Al-Logari was deported to Afghanistan days after his arrest but released after the Taliban took over the notorious Bagram prison. According to the FBI affidavit, Sharifullah later recognised a photograph of Al-Logari as among the men in the Bagram prison, where Pakistan was holding him.
The Moscow video
The FBI affidavit stated that the ISIS-K asked Sharifullah to send a how-to video on using assault rifles to the men who carried out the 22 March 2024 attack on the Crocus Theatre near Russia’s Moscow, killing at least 137 people.

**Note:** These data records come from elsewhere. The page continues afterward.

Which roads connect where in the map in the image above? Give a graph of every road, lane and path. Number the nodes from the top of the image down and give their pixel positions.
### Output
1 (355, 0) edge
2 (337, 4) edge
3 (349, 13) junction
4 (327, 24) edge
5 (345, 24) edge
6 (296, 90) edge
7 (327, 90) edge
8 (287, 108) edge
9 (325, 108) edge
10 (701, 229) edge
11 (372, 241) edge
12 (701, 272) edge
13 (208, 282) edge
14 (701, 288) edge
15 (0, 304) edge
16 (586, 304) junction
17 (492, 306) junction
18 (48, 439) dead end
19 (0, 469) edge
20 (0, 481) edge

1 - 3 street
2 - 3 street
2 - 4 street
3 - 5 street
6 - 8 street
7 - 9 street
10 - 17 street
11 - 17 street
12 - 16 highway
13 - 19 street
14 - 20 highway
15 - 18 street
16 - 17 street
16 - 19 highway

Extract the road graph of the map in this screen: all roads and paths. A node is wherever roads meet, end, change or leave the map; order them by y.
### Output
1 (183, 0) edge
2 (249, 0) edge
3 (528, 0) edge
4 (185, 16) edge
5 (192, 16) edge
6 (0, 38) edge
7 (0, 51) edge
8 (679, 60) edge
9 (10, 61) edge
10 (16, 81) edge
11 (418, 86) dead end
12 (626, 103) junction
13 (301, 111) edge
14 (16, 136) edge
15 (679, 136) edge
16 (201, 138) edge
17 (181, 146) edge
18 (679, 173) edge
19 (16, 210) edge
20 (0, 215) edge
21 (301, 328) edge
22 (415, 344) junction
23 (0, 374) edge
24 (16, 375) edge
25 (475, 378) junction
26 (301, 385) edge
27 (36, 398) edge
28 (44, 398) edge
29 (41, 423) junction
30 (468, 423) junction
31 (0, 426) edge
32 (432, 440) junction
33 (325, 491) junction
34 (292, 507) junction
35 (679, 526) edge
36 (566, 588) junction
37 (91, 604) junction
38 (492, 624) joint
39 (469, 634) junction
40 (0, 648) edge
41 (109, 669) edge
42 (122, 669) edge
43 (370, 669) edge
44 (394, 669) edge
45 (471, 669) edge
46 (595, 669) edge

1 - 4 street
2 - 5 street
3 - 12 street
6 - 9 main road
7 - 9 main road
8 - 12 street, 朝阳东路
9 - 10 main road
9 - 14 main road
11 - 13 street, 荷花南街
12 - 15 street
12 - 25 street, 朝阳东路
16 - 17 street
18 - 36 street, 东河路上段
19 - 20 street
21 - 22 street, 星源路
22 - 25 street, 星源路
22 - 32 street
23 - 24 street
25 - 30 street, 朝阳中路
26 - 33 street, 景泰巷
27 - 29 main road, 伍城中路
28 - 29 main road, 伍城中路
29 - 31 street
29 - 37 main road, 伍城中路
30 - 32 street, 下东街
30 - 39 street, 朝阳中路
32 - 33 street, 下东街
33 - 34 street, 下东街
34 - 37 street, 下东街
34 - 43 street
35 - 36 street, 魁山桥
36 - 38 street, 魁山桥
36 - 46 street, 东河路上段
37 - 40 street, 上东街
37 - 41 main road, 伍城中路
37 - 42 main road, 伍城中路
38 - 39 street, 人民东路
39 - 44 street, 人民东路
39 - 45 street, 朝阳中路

Sharifullah allegedly claimed to have identified two of the four men arrested by Russia’s Federal Security Service or FSB as among those who he had sent the video to.
There is no explanation in the affidavit about why the four ethnic Tajik men arrested for the 2014 attack—Dalerdzhon Mirzoyev, Saidakrami Murodali Rachabalizoda, Shamsidin Fariduni and Muhammadsobir Fayzov—needed an instructional video in the first place, considering several are freely available online.
An Indian official said that following digital evidence related to the attack, the FBI was able to locate Sharifullah and secured the ISI’s help to make him cross the Afghanistan-Balochistan border, where he was caught.
The FBI also stated that Sharifuddin issued an exaggerated press release on behalf of the ISIS-K, claiming that nearly 15 security guards died in a 2016bombing outside the Embassy of Canada in Kabul.